La série marque la deuxième collaboration entre les créateurs - et époux à la ville - Baran bo Odar et Jantje Friese. Suite à leur rencontre à la Haute Ecole de télévision et de cinéma de Munich, ils ont notamment écrit et réalisé ensemble Il était une fois un meurtre en 2010, puis Who Am I quatre ans plus tard. Le couple retrouve également les producteurs Max Wiedemann et Quirin Berg, avec lesquels ils avaient déjà travaillé auparavant.
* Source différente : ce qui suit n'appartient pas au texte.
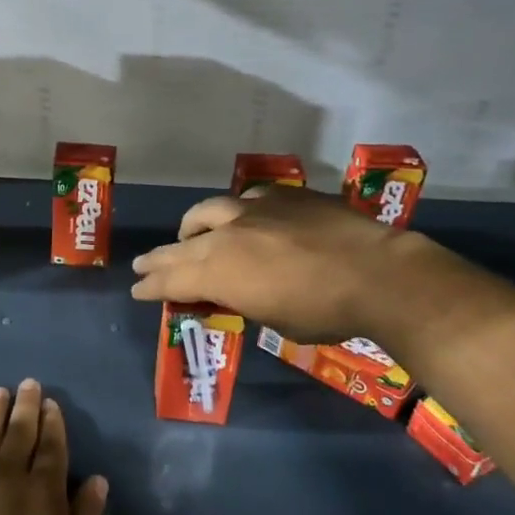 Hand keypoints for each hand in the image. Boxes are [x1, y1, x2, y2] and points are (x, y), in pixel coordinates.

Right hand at [130, 185, 409, 342]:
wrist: (377, 273)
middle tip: (141, 264)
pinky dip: (235, 213)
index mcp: (220, 272)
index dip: (152, 286)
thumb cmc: (324, 312)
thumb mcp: (272, 319)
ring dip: (192, 226)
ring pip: (208, 211)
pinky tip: (242, 217)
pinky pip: (246, 200)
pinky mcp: (283, 196)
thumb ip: (241, 299)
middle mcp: (227, 236)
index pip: (173, 280)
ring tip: (186, 234)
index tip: (137, 290)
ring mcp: (254, 210)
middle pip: (181, 246)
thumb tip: (230, 291)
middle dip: (158, 258)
Le projet a vu le jour à l’automne 2015, lorsque Netflix courtisait les scénaristes et réalisateurs allemands Baran bo Odar et Jantje Friese pour lancer sa première série originale allemande. En effet, le succès commercial de leur film d’action Who Am I, sur le monde des pirates informatiques, a tapé dans l’oeil de la plateforme, qui souhaitait en faire une série dérivée. Toutefois, les intéressés ont décliné. "Nous n’aimons pas revisiter nos œuvres et il nous semblait que Mr Robot faisait déjà un travail merveilleux.", confient-ils. En revanche le duo a fouillé dans ses tiroirs pour voir quel synopsis inédit ils pouvaient proposer. "On est tombé sur un ancien projet de série criminelle, inspirée de l’affaire Dutroux, qu’on avait conçu pour la télé britannique.", se souvient Jantje Friese. "Nous trouvions qu’il lui manquait quelque chose jusqu’à ce qu’on tombe dans nos archives sur un récit de voyage dans le temps. Les combiner a été un déclic !".
Après Marseille pour la France, Les Demoiselles du téléphone pour l’Espagne, ou encore Suburra pour l’Italie, Netflix a poursuivi son ancrage européen avec Dark, sa première série originale allemande. Celle-ci a ainsi eu un écho au-delà de ses frontières nationales. Si la co-créatrice Jantje Friese admet que "la création télévisuelle allemande a été au point mort depuis quelques années", elle espère voir cela changer avec des acteurs comme Netflix ou Amazon.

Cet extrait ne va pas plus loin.